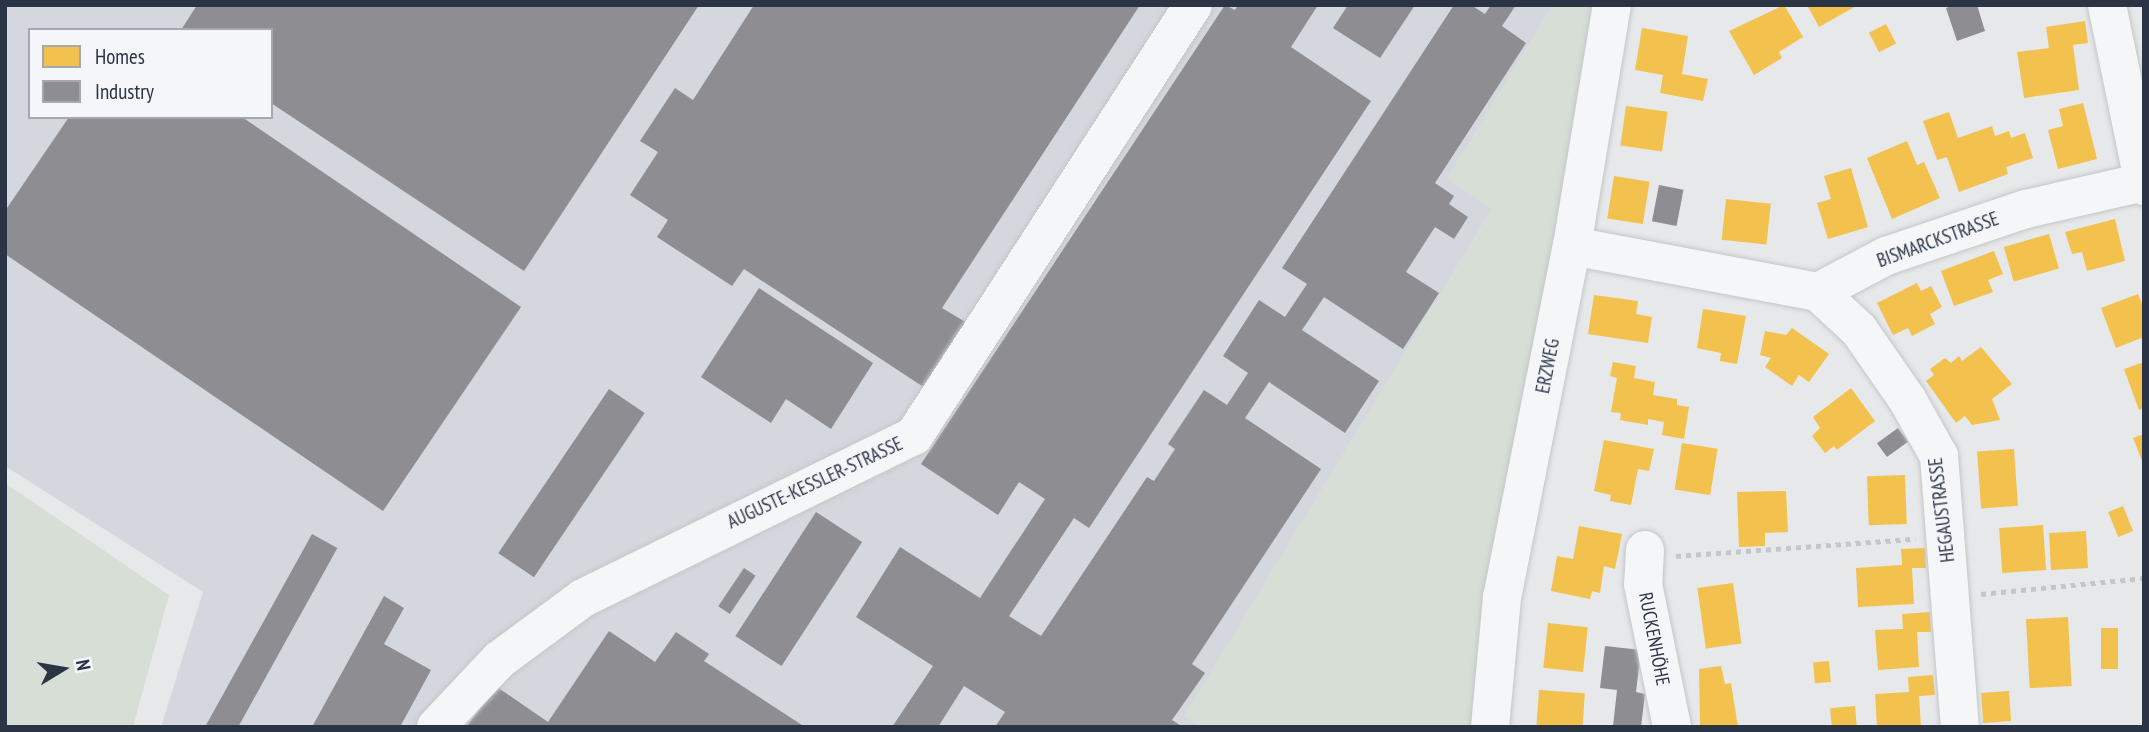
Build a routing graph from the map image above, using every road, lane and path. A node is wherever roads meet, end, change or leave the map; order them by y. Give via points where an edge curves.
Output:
1 (1193, 5) edge
2 (1612, 5) edge
3 (2107, 5) edge
4 (2143, 183) edge
5 (1572, 246) junction
6 (1818, 292) junction
7 (1947, 536) junction
8 (1645, 550) joint
9 (2144, 578) edge
10 (1951, 596) junction
11 (436, 727) edge
12 (1490, 727) edge
13 (1672, 727) edge
14 (1960, 727) edge

1 - 11 street, AUGUSTE-KESSLER-STRASSE via 914,436 583,598 499,660
2 - 5 street, ERZWEG
3 - 4 street
4 - 6 street, BISMARCKSTRASSE via 2013,213 1886,256
5 - 6 street
5 - 12 street, ERZWEG via 1502,598
6 - 7 street, HEGAUSTRASSE via 1859,330 1907,399 1939,456
7 - 8 path via 1736,555 1665,556
7 - 10 street, HEGAUSTRASSE
8 - 13 street, RUCKENHÖHE via 1643,584
9 - 10 path
10 - 14 street, HEGAUSTRASSE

==*==

> _What the exercise asks_: Leaving out the pictures, repeat all the entries exactly as they stand.

> _Reply to the task_:
Build a routing graph from the map image above, using every road, lane and path. A node is wherever roads meet, end, change or leave the map; order them by y. Give via points where an edge curves.
Output:
1 (1193, 5) edge
2 (1612, 5) edge
3 (2107, 5) edge
4 (2143, 183) edge
5 (1572, 246) junction
6 (1818, 292) junction
7 (1947, 536) junction
8 (1645, 550) joint
9 (2144, 578) edge
10 (1951, 596) junction
11 (436, 727) edge
12 (1490, 727) edge
13 (1672, 727) edge
14 (1960, 727) edge

1 - 11 street, AUGUSTE-KESSLER-STRASSE via 914,436 583,598 499,660
2 - 5 street, ERZWEG
3 - 4 street
4 - 6 street, BISMARCKSTRASSE via 2013,213 1886,256
5 - 6 street
5 - 12 street, ERZWEG via 1502,598
6 - 7 street, HEGAUSTRASSE via 1859,330 1907,399 1939,456
7 - 8 path via 1736,555 1665,556
7 - 10 street, HEGAUSTRASSE
8 - 13 street, RUCKENHÖHE via 1643,584
9 - 10 path
10 - 14 street, HEGAUSTRASSE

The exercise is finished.